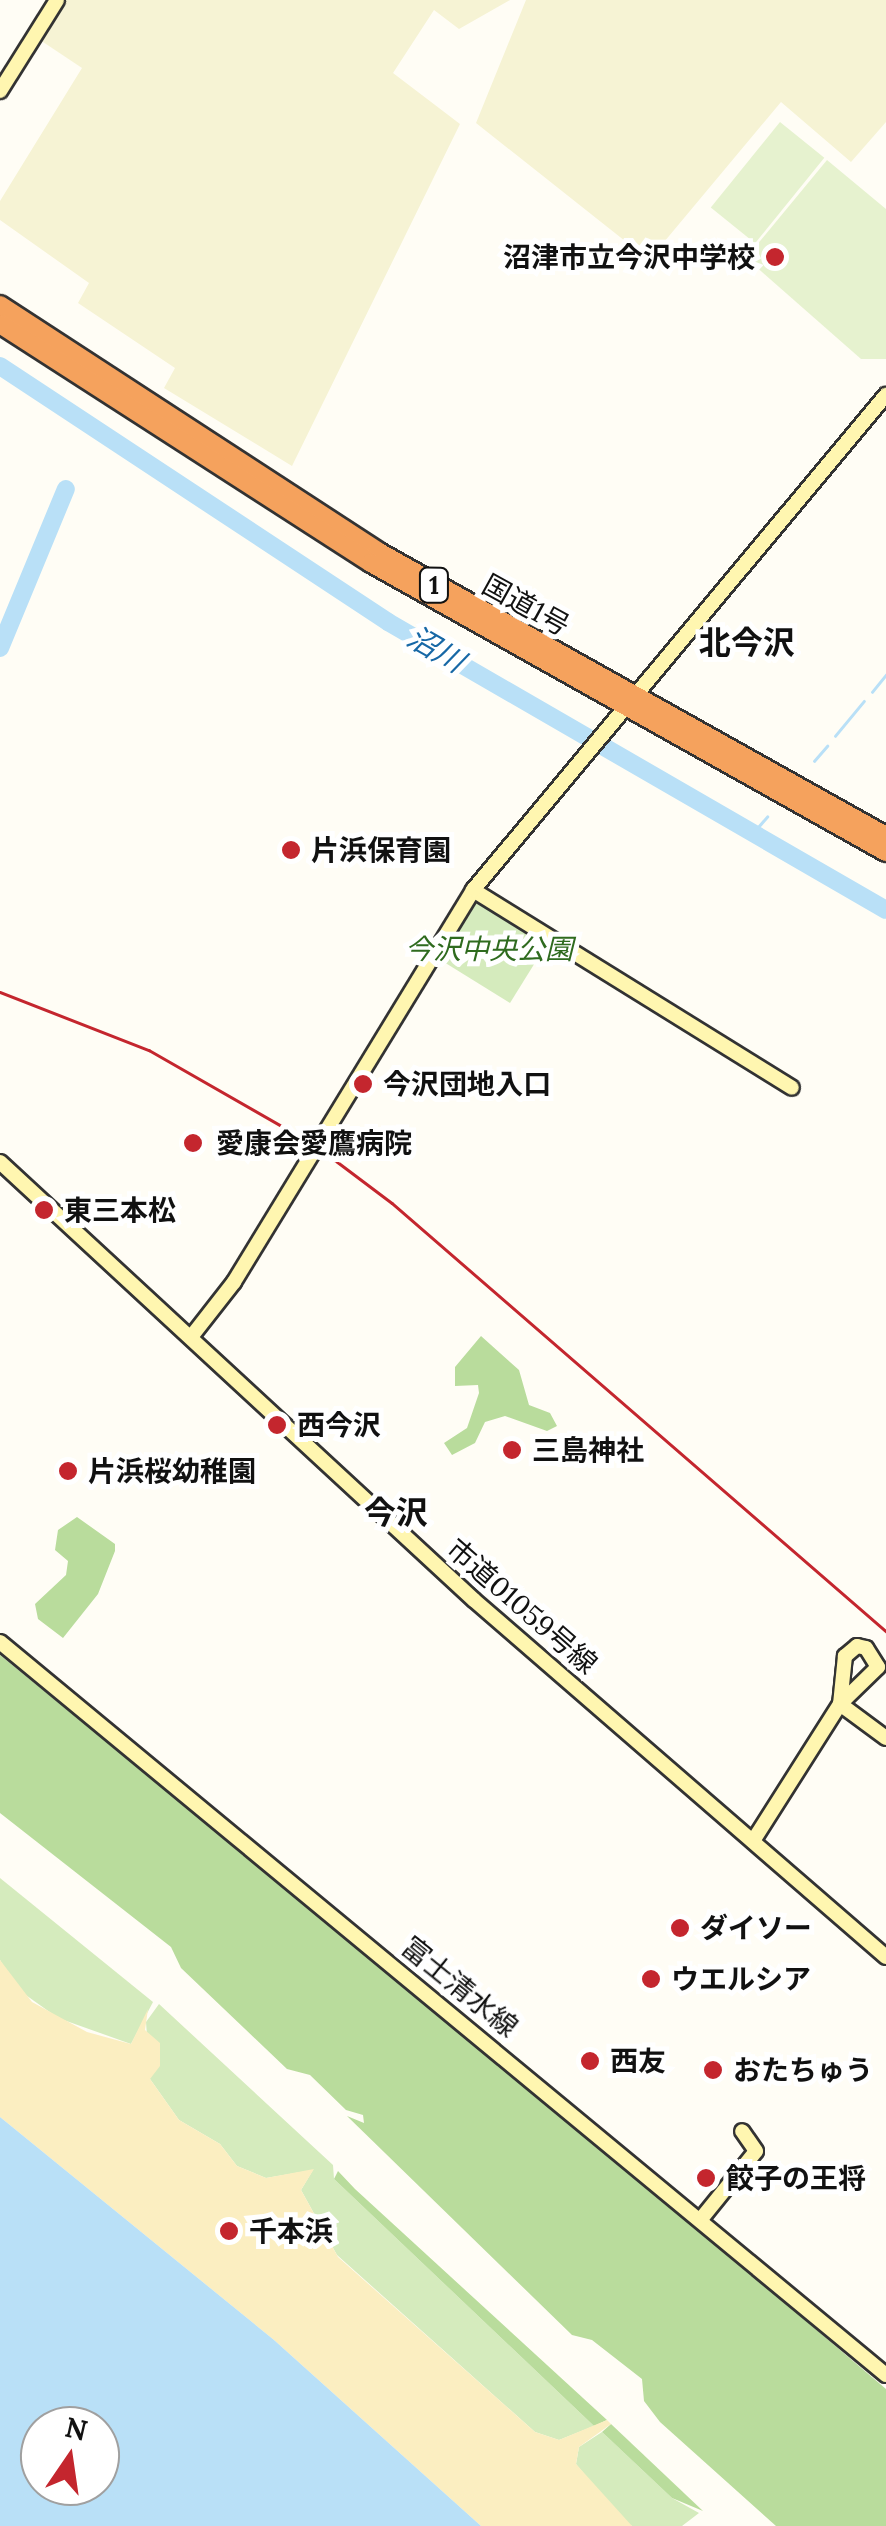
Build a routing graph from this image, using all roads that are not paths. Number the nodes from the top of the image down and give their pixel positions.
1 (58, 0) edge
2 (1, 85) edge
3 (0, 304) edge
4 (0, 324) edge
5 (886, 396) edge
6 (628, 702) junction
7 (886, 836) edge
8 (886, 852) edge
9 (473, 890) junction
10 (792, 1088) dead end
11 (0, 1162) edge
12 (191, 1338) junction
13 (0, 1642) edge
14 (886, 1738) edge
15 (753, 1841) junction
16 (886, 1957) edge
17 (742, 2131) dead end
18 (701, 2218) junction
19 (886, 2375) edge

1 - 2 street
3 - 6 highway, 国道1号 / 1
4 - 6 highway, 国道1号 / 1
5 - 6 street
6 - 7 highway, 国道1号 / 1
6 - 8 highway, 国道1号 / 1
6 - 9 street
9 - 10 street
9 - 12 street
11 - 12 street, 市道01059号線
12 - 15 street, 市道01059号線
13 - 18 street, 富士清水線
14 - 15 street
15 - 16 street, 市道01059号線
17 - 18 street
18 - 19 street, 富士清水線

■ ■ ■ ■

▶ **THE TASK**
Among the lines of the listing above, count those that include "富士清水線" and give only the total.

▶ **TASK SOLUTION**
2